One of six children born to an African American father and an Irish immigrant mother, Priscilla Stanton grew up in Pittsburgh’s Hill District. Her parents lived at 2812 Vera Street for 47 years. Her father, Henry Stanton, was a laborer, and her mother, Margaret Crowe, had come from Dublin, Ireland to the United States just after the American Civil War.
Priscilla Stanton attended an elementary school in Minersville, then Pittsburgh Central High School. She received training as a professional nurse in Washington, D.C., at Freedmen’s Hospital (established in 1862, later part of Howard University). Freedmen’s Hospital had started its Training School for Nurses in November 1894. When Stanton graduated in 1898, she was the first African American woman from Western Pennsylvania to receive a degree in nursing.

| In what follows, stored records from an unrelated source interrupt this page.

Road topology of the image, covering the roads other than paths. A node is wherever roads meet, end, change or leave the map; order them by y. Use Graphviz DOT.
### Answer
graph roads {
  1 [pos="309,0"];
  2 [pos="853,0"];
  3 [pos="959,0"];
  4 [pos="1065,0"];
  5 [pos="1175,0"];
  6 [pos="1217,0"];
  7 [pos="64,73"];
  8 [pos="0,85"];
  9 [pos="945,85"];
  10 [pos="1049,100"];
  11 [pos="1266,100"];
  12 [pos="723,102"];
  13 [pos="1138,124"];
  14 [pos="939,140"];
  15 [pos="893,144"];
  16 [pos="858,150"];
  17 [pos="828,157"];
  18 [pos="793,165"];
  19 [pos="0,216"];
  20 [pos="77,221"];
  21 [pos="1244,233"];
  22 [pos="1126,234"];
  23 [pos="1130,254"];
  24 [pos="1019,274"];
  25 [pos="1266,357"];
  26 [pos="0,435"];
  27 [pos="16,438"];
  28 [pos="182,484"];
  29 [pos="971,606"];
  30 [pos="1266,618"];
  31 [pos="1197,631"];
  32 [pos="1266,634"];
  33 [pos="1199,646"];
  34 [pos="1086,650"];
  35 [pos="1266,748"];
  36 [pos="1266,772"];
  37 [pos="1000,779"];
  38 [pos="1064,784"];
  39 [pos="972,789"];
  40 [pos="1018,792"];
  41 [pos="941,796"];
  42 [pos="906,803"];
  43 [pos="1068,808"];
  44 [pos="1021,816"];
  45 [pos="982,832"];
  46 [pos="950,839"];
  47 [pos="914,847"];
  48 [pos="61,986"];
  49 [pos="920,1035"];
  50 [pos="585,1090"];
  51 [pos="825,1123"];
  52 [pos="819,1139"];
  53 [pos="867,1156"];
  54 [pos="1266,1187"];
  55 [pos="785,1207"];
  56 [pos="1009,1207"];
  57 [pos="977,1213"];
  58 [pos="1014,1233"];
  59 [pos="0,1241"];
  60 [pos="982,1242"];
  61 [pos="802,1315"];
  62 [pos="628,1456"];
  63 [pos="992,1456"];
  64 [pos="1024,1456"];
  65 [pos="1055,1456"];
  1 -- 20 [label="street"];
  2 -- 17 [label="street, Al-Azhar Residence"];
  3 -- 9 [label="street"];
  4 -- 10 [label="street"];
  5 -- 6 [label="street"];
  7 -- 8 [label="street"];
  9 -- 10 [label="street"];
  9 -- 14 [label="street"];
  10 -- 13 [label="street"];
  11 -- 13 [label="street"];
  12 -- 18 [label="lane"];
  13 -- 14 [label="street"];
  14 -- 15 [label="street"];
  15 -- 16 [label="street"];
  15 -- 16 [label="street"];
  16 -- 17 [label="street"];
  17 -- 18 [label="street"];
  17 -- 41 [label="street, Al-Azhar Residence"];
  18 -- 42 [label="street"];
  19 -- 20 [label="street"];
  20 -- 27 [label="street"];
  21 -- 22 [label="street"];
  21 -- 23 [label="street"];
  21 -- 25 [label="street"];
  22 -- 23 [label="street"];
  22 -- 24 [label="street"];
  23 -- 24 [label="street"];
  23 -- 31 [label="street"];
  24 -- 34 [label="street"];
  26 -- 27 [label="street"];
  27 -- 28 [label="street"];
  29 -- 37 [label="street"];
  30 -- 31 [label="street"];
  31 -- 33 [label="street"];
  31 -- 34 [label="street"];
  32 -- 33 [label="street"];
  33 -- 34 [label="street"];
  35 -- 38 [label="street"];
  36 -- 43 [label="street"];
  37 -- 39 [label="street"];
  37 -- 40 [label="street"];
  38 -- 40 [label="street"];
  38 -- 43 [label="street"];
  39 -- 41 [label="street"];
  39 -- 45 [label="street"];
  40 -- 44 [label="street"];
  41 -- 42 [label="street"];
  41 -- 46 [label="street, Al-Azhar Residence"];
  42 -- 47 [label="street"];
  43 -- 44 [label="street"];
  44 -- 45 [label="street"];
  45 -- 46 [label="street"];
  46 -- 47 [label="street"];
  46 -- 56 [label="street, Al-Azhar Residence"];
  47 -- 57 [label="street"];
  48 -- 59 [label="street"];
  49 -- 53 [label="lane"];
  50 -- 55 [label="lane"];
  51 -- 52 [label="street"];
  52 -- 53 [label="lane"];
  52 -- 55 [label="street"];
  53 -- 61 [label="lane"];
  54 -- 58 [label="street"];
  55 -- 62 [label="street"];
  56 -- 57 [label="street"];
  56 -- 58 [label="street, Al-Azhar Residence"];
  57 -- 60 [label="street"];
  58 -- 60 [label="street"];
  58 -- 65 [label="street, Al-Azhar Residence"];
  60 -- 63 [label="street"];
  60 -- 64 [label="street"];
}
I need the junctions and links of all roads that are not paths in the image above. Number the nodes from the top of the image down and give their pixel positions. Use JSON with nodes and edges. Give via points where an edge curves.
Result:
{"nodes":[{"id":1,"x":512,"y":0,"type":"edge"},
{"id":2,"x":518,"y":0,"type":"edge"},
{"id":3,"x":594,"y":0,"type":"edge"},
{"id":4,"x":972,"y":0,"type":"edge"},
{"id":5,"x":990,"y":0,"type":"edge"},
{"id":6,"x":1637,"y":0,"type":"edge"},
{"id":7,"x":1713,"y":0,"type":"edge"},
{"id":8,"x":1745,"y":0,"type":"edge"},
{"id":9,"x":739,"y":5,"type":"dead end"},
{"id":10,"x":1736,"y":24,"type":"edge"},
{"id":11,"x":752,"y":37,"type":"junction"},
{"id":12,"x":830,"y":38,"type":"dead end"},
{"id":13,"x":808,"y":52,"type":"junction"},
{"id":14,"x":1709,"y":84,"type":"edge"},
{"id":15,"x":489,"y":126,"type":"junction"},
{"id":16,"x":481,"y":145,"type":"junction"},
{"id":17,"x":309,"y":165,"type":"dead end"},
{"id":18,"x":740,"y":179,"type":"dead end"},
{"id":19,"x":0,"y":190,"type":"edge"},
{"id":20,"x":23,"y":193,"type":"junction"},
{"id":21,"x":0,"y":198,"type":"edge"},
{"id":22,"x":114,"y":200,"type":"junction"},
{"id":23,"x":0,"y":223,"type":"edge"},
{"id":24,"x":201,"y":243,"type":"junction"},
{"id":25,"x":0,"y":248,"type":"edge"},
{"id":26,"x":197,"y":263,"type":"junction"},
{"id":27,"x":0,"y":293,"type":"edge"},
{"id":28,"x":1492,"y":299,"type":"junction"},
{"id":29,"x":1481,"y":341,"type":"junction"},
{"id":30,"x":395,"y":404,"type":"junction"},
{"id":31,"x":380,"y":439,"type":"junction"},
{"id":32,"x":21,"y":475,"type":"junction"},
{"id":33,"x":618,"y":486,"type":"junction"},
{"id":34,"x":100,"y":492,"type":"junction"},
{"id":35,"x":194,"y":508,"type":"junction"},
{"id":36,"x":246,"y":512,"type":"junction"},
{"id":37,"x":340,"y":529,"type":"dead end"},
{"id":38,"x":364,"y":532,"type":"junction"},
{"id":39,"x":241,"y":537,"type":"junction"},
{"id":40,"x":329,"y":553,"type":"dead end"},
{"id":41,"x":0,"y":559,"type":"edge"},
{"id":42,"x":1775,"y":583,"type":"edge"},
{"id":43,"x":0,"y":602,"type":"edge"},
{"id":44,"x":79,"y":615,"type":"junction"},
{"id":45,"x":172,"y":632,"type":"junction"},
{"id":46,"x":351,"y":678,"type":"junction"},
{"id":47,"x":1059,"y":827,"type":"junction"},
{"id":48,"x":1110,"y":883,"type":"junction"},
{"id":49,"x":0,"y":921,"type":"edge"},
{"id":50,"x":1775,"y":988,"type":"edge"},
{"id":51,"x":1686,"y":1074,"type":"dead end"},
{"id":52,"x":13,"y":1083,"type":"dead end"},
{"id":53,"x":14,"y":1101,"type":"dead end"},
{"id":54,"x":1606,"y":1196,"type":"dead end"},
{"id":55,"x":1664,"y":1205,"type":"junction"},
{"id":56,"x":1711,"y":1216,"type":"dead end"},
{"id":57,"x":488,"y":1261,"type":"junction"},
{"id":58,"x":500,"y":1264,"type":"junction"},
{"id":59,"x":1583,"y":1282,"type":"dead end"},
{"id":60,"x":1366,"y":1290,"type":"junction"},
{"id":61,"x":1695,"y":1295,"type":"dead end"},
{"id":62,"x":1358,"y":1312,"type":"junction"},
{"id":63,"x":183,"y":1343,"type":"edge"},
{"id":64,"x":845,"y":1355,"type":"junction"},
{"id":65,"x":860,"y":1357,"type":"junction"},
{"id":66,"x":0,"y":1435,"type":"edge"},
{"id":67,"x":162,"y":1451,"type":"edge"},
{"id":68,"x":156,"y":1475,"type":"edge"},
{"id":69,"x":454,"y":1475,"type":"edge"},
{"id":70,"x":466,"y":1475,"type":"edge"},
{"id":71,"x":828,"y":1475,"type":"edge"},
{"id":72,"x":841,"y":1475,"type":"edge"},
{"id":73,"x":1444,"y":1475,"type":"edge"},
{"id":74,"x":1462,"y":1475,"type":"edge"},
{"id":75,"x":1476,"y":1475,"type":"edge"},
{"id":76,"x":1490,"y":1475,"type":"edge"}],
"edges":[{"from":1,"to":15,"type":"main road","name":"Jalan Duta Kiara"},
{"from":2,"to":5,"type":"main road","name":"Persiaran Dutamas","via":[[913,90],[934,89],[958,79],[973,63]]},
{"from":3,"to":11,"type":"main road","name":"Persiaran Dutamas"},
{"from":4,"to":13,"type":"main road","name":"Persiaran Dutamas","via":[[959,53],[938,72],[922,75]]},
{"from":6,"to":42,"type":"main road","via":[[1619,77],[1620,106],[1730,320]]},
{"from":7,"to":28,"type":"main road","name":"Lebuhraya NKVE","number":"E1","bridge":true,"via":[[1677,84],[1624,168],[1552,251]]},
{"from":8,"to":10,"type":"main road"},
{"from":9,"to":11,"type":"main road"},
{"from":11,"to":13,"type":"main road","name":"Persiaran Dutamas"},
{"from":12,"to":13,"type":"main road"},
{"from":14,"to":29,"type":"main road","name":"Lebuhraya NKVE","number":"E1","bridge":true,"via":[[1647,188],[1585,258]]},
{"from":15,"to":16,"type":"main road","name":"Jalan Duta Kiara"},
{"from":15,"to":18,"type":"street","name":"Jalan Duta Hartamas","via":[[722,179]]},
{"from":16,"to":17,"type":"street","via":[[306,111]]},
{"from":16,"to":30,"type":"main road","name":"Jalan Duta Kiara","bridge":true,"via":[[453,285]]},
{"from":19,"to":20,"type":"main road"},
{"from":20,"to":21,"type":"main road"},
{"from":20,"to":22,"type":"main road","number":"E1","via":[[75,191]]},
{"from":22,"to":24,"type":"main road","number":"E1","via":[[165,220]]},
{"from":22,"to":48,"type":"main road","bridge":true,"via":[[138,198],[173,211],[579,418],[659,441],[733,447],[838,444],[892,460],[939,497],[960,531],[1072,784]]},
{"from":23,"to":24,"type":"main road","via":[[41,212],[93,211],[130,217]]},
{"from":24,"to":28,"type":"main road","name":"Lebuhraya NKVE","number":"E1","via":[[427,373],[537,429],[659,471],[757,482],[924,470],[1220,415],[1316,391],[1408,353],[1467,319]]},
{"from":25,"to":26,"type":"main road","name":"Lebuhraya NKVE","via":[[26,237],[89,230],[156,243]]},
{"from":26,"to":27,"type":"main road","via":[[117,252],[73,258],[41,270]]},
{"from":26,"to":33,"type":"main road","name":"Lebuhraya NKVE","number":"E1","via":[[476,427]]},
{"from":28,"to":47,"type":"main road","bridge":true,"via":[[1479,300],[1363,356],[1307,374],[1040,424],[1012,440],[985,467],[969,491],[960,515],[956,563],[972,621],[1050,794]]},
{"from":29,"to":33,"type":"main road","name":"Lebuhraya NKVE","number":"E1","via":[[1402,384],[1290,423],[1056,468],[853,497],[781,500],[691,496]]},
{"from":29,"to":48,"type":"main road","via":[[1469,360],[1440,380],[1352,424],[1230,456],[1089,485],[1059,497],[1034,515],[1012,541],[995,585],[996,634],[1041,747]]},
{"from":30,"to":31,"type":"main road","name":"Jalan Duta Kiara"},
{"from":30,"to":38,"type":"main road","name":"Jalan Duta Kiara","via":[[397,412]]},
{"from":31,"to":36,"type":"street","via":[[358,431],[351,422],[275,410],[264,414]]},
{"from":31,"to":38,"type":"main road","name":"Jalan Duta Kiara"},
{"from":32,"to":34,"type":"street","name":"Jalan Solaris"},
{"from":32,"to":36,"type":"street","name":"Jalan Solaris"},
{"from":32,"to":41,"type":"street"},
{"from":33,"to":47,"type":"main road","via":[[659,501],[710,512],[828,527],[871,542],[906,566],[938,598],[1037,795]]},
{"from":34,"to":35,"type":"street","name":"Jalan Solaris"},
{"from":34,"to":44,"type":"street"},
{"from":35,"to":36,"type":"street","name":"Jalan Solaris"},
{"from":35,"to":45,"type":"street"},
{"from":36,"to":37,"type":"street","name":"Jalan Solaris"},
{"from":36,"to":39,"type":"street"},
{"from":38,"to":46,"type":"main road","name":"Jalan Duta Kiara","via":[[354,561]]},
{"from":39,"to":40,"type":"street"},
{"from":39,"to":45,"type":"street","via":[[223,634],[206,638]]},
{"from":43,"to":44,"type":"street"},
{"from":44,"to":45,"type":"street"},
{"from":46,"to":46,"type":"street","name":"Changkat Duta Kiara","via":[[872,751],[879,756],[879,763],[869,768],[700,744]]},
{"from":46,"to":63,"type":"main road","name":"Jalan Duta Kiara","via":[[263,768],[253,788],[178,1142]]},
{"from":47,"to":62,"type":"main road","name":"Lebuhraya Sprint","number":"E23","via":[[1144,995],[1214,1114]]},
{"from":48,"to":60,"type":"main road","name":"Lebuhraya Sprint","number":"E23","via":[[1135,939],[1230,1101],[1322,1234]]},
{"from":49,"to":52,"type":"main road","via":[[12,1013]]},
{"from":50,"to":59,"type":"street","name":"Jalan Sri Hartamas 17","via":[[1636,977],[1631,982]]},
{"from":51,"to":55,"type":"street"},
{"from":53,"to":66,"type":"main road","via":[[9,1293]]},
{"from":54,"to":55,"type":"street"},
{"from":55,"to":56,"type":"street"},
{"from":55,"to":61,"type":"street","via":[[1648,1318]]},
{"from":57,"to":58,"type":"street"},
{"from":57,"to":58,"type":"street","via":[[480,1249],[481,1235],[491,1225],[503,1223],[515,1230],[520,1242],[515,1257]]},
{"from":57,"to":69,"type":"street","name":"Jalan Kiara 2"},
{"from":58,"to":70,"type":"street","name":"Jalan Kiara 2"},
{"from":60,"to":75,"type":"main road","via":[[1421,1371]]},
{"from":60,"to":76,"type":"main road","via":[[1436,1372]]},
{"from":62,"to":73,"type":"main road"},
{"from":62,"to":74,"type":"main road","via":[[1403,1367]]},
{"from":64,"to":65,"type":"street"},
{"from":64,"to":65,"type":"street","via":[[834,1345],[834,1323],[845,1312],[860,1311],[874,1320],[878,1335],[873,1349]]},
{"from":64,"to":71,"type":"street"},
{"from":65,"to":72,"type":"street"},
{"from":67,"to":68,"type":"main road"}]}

In 1909, she was among the first group of nurses hired when the City of Pittsburgh established its professional nursing corps. She was appointed district nurse in the Tuberculosis Hospital, earning a salary of $900 per year plus expenses.
Stanton married Daniel E. Todd, a poultry salesman, in the latter half of 1898. The couple separated after about a decade of marriage and subsequently divorced. Stanton remarried but was widowed by 1930.
Priscilla Stanton pursued advanced training in obstetrics, surgical nursing and anesthesiology, working at Passavant and St. Francis Hospitals. She was a nurse in the city's Bureau of Infectious Diseases, serving during the influenza epidemic that followed World War I.
In 1929, she became the first African American nurse admitted to the advanced studies program at the University of Pennsylvania's Graduate Hospital in Philadelphia. She graduated from the Polyclinic Hospital School of Anesthesia in December of that same year. When she retired in 1949 after forty years of service to the City of Pittsburgh, she received a commendation from Mayor David L. Lawrence.
Stanton opened a savings account at Dollar Bank in June 1898.